Assignment:
Return the listing below exactly. Leave its pictures out.

[[ Records supplied open ]]

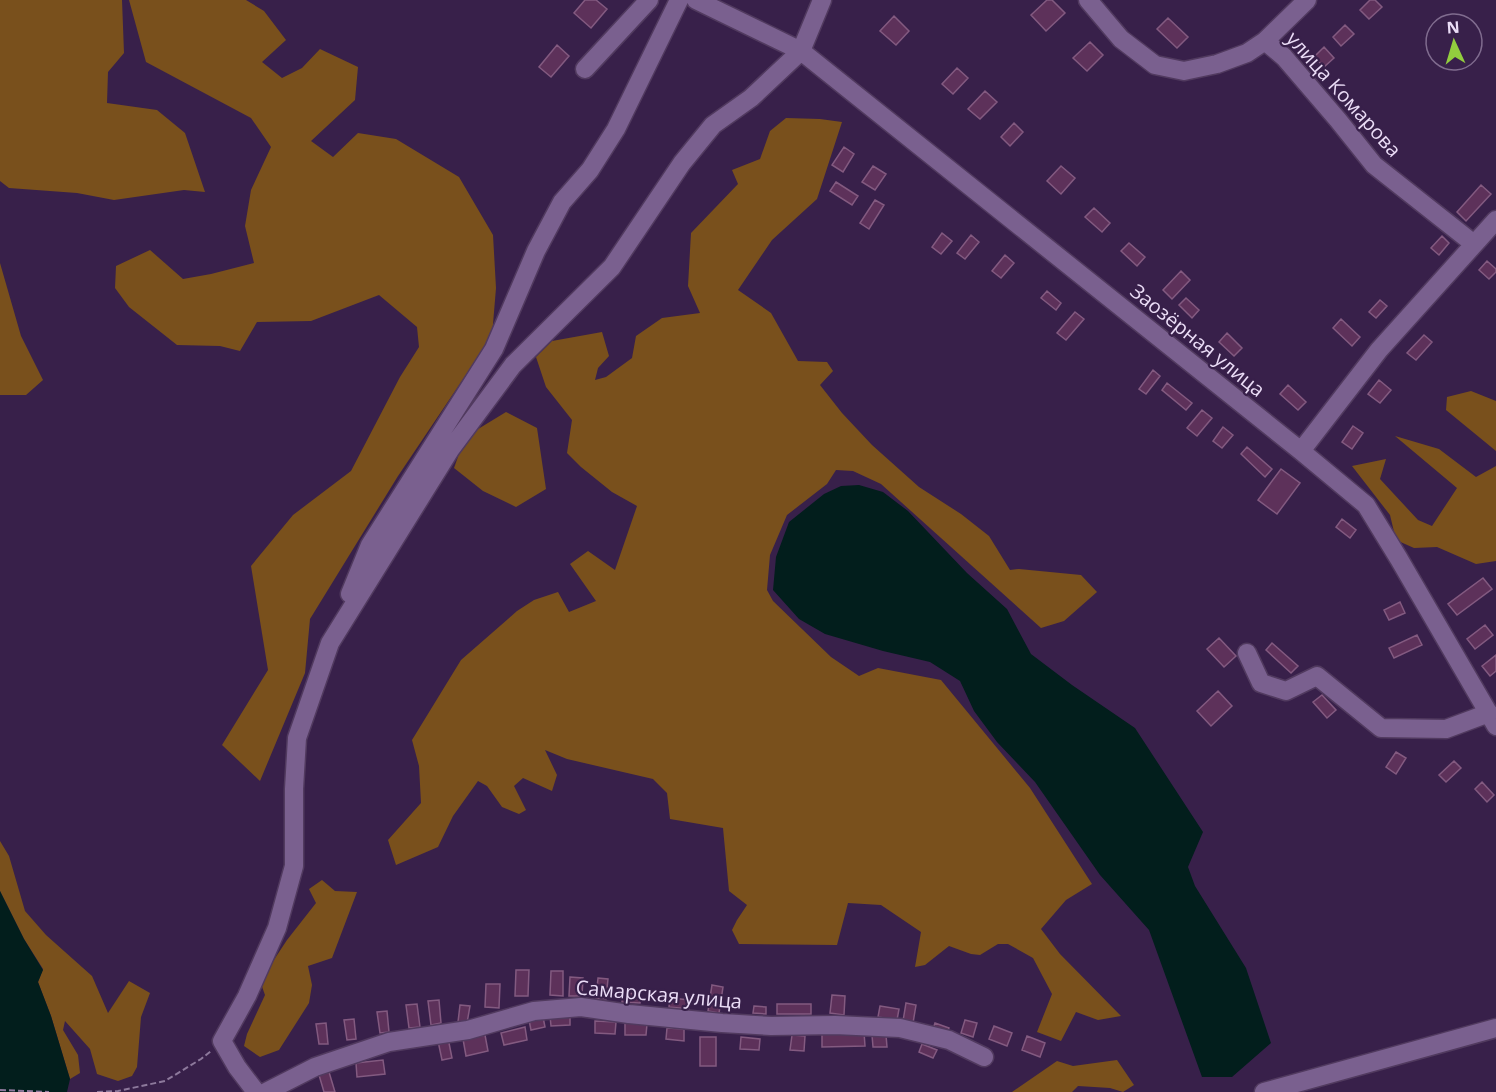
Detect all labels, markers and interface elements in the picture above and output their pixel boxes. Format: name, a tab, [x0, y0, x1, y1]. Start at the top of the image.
north arrow	[1424, 12, 1484, 72]
text: N	[1446, 16, 1460, 38]
street label: улица Комарова	[1280, 26, 1408, 162]
street label: Заозёрная улица	[1125, 277, 1271, 403]
street label: Самарская улица	[575, 973, 743, 1015]

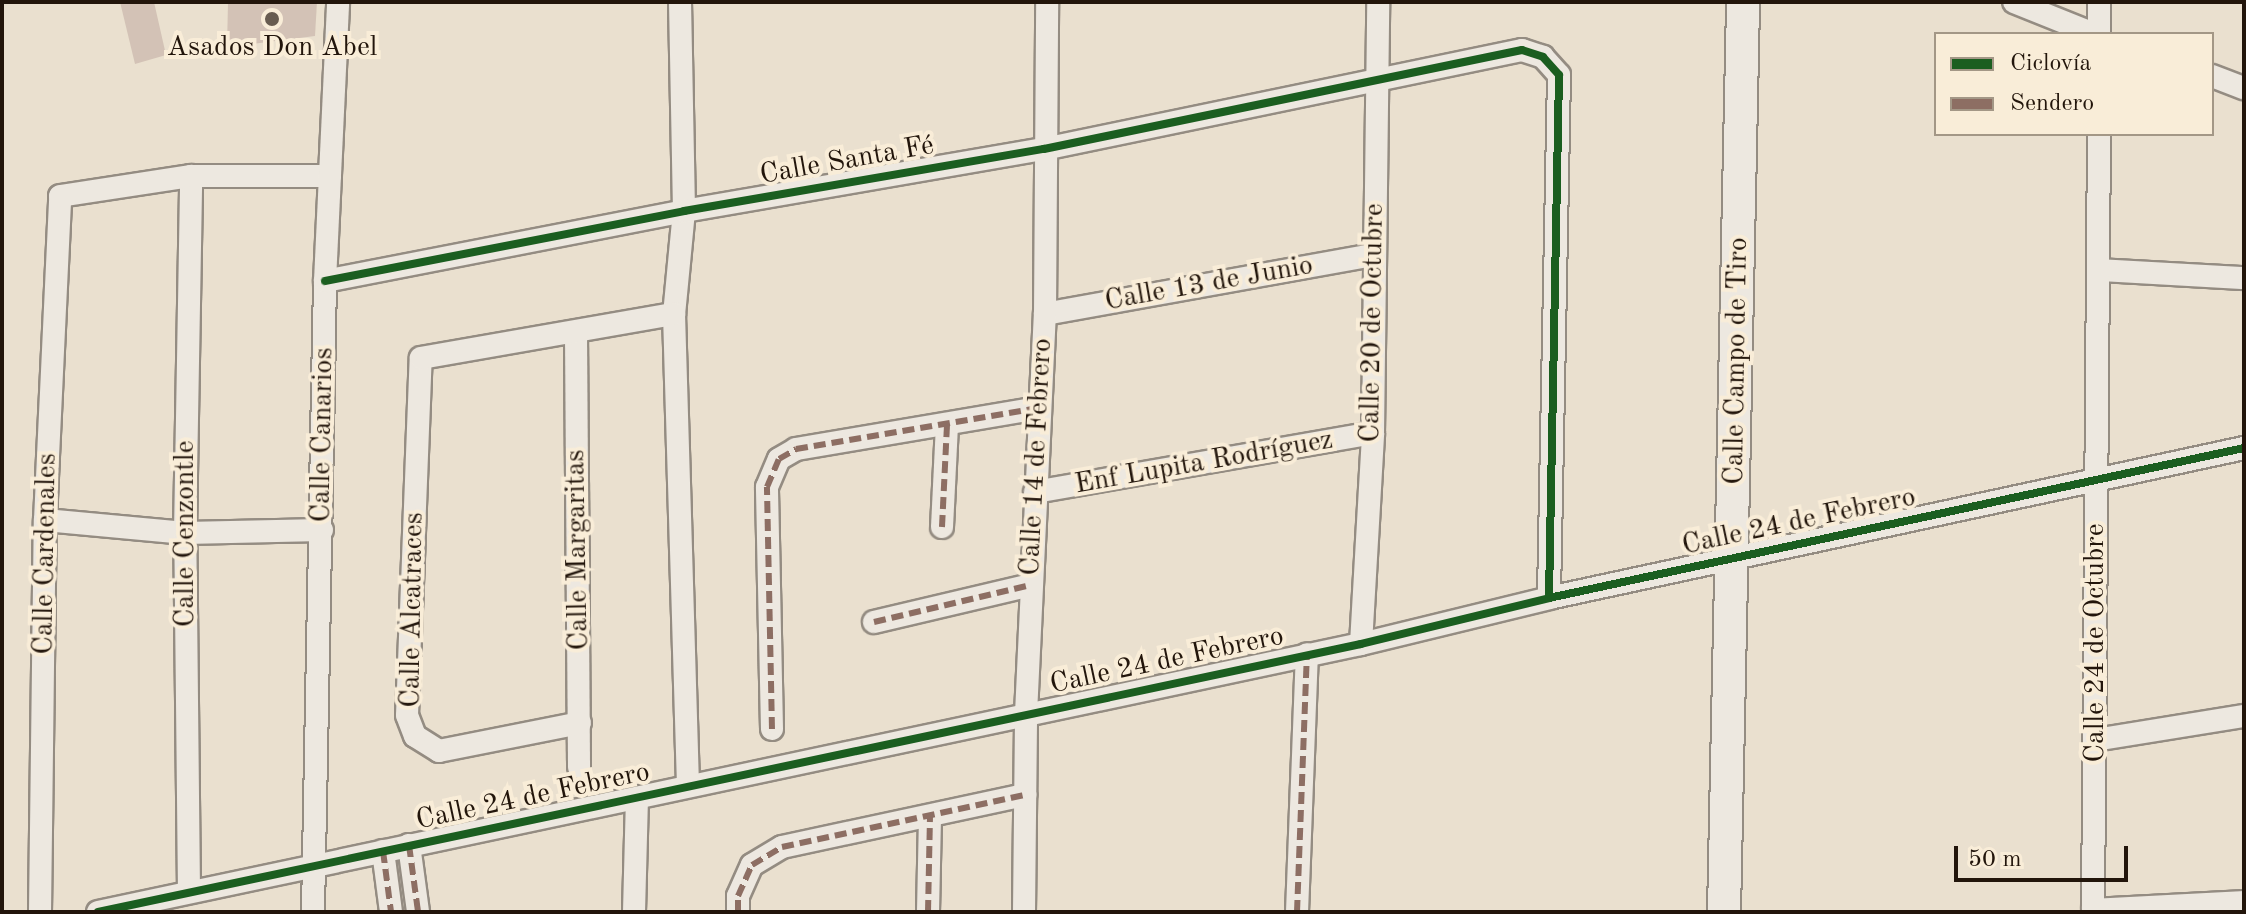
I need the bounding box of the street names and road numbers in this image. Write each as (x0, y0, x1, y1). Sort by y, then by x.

[[ Records supplied closed ]]

Solution:
Detect all labels, markers and interface elements in the picture above and output their pixel boxes. Format: name, a tab, [x0, y0, x1, y1]. Start at the top of the image.
north arrow	[1424, 12, 1484, 72]
text: N	[1446, 16, 1460, 38]
street label: улица Комарова	[1280, 26, 1408, 162]
street label: Заозёрная улица	[1125, 277, 1271, 403]
street label: Самарская улица	[575, 973, 743, 1015]

I need the bounding box of the street names and road numbers in this image. Write each as (x0, y0, x1, y1). Sort by y, then by x.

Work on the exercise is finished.